For the data below, report only the number of lines containing the string "天宝东路".

■ ■ ■ ■ ■

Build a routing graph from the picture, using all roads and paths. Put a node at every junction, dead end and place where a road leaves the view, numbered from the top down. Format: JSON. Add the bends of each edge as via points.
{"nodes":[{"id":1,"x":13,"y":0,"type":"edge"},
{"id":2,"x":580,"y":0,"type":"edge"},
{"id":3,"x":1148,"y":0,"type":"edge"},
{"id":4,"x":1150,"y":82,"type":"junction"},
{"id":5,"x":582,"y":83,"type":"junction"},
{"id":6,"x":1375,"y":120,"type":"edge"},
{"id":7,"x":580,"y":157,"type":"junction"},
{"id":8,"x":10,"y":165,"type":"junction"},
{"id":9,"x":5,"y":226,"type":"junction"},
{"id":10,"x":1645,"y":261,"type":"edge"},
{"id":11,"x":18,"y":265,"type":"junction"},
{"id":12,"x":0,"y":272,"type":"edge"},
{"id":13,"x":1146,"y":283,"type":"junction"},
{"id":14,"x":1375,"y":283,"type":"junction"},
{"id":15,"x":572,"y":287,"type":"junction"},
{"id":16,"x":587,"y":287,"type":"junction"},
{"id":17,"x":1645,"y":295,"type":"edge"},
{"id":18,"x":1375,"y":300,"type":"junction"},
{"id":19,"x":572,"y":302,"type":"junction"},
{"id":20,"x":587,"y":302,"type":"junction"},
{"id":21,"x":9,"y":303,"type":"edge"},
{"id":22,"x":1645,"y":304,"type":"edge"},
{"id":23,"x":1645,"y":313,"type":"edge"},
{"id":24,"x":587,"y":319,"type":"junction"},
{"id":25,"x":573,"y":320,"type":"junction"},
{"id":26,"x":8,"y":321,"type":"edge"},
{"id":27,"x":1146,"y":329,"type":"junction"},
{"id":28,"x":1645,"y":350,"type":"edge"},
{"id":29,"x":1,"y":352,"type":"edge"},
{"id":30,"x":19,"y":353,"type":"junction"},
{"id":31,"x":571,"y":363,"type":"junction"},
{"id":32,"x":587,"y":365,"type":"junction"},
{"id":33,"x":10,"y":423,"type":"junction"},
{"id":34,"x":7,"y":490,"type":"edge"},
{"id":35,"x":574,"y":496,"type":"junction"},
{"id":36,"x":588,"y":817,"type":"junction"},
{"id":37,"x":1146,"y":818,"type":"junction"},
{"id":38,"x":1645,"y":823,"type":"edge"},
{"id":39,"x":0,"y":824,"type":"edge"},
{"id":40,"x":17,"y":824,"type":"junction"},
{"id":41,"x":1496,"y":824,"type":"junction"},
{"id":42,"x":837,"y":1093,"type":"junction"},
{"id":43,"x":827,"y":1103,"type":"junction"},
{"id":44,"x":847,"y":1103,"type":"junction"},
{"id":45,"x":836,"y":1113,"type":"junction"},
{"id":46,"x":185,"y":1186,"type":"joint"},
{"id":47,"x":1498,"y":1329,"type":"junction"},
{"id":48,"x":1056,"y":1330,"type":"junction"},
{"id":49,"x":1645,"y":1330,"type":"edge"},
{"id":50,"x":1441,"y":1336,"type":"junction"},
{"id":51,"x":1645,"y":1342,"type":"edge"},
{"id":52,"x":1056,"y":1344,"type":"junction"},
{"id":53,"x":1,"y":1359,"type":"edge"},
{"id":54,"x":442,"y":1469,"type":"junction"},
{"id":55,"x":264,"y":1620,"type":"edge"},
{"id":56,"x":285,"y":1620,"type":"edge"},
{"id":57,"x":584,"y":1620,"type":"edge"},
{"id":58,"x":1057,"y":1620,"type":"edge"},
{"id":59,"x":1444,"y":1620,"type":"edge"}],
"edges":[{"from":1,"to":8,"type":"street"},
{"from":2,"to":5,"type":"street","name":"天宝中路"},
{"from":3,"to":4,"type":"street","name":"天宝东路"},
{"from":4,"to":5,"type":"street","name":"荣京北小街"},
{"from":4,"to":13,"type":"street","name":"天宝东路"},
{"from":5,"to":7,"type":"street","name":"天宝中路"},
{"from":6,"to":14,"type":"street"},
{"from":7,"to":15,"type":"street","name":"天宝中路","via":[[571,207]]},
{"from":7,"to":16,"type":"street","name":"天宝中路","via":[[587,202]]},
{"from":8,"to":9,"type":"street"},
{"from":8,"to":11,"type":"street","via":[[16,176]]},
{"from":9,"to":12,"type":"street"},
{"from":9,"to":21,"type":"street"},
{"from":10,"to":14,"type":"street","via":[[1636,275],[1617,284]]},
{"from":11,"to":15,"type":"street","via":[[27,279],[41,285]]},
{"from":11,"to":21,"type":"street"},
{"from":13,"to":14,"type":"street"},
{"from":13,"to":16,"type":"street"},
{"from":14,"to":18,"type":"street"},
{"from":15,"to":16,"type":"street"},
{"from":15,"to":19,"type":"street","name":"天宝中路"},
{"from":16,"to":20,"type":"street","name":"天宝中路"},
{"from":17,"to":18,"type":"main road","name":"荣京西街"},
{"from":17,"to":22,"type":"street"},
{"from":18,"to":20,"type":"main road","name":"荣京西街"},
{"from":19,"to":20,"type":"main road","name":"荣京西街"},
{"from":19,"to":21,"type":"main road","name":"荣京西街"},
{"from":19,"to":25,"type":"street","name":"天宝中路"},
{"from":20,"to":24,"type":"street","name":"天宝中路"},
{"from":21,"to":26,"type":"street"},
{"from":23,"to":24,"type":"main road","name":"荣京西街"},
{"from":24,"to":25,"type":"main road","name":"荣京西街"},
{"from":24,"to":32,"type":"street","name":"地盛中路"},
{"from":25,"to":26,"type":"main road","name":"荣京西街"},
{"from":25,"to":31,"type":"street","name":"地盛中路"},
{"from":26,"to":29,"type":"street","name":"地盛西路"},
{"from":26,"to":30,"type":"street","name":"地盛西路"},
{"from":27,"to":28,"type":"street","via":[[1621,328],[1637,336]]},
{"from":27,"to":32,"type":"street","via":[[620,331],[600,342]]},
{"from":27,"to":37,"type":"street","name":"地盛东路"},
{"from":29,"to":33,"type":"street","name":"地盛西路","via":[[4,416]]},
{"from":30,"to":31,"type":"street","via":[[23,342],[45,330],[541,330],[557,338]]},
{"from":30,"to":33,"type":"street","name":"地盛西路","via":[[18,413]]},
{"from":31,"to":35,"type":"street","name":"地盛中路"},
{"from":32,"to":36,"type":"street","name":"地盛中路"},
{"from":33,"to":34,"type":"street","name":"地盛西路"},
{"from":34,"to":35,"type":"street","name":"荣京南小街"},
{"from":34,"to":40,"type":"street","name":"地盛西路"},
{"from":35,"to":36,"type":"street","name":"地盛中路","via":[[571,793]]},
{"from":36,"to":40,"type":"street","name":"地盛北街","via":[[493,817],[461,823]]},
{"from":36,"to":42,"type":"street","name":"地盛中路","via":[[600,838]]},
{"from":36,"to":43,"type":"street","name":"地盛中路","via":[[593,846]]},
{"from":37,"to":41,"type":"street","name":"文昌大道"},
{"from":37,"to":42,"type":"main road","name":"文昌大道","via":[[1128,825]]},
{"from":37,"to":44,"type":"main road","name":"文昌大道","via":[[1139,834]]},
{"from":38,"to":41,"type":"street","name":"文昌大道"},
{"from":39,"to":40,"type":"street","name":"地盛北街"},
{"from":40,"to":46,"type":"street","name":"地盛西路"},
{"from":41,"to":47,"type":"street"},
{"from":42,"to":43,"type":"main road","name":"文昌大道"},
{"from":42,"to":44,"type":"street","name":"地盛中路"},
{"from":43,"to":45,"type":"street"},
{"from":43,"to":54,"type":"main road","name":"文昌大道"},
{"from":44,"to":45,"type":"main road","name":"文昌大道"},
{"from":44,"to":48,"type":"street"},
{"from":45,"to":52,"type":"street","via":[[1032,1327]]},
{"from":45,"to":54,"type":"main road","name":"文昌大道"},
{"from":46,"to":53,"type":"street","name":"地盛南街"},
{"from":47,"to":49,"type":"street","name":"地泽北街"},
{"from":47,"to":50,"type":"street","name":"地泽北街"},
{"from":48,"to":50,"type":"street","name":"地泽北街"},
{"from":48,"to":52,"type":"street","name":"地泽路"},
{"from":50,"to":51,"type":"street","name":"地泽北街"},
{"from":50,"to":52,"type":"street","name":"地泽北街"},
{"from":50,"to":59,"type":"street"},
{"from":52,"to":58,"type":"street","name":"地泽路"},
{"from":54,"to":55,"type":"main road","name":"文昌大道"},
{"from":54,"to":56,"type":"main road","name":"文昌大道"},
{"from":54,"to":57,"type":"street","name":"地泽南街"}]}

■ ■ ■ ■ ■

**Solution to this problem**:
2